* _Exercise data_:
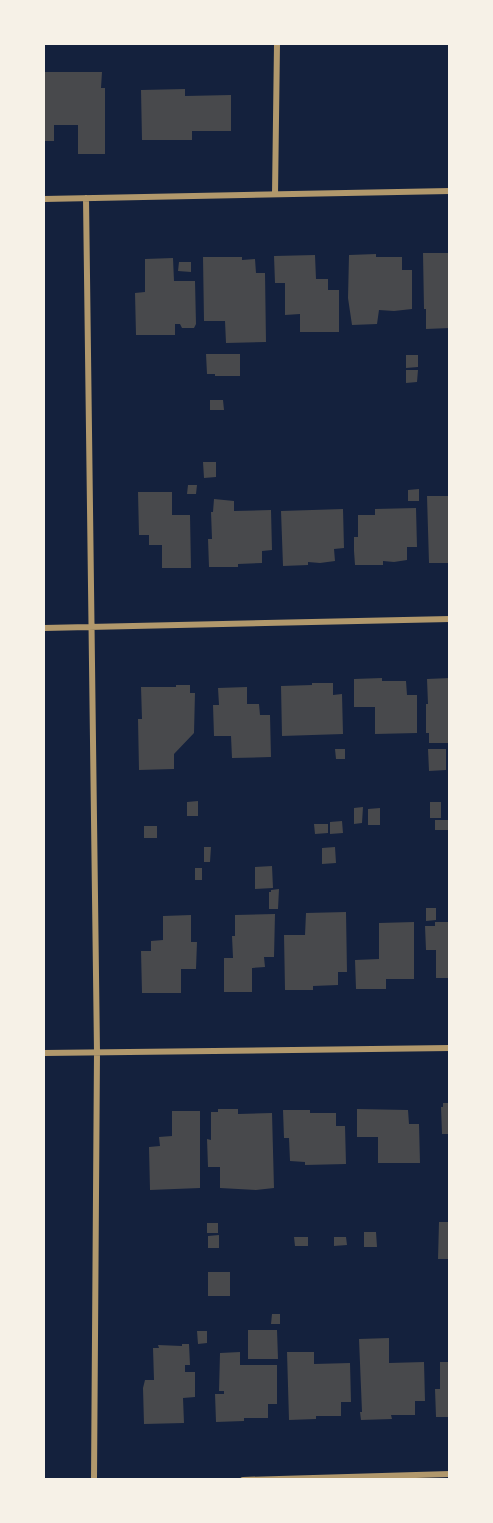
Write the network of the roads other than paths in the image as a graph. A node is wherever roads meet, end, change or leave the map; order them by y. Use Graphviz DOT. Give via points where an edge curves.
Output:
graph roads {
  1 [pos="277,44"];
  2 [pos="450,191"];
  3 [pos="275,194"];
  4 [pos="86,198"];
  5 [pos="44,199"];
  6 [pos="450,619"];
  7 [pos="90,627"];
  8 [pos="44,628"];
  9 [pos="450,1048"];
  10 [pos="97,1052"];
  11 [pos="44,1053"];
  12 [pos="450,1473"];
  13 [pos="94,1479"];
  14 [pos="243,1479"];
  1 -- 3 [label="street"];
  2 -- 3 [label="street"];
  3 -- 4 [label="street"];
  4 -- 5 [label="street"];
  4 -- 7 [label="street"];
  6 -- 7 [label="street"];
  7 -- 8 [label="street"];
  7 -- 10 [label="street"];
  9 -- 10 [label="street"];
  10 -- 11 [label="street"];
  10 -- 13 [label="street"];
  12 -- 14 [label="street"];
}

* _Problem details_: Reproduce the entries above without change, omitting all pictures.

* _Finished exercise_:
Write the network of the roads other than paths in the image as a graph. A node is wherever roads meet, end, change or leave the map; order them by y. Use Graphviz DOT. Give via points where an edge curves.
Output:
graph roads {
  1 [pos="277,44"];
  2 [pos="450,191"];
  3 [pos="275,194"];
  4 [pos="86,198"];
  5 [pos="44,199"];
  6 [pos="450,619"];
  7 [pos="90,627"];
  8 [pos="44,628"];
  9 [pos="450,1048"];
  10 [pos="97,1052"];
  11 [pos="44,1053"];
  12 [pos="450,1473"];
  13 [pos="94,1479"];
  14 [pos="243,1479"];
  1 -- 3 [label="street"];
  2 -- 3 [label="street"];
  3 -- 4 [label="street"];
  4 -- 5 [label="street"];
  4 -- 7 [label="street"];
  6 -- 7 [label="street"];
  7 -- 8 [label="street"];
  7 -- 10 [label="street"];
  9 -- 10 [label="street"];
  10 -- 11 [label="street"];
  10 -- 13 [label="street"];
  12 -- 14 [label="street"];
}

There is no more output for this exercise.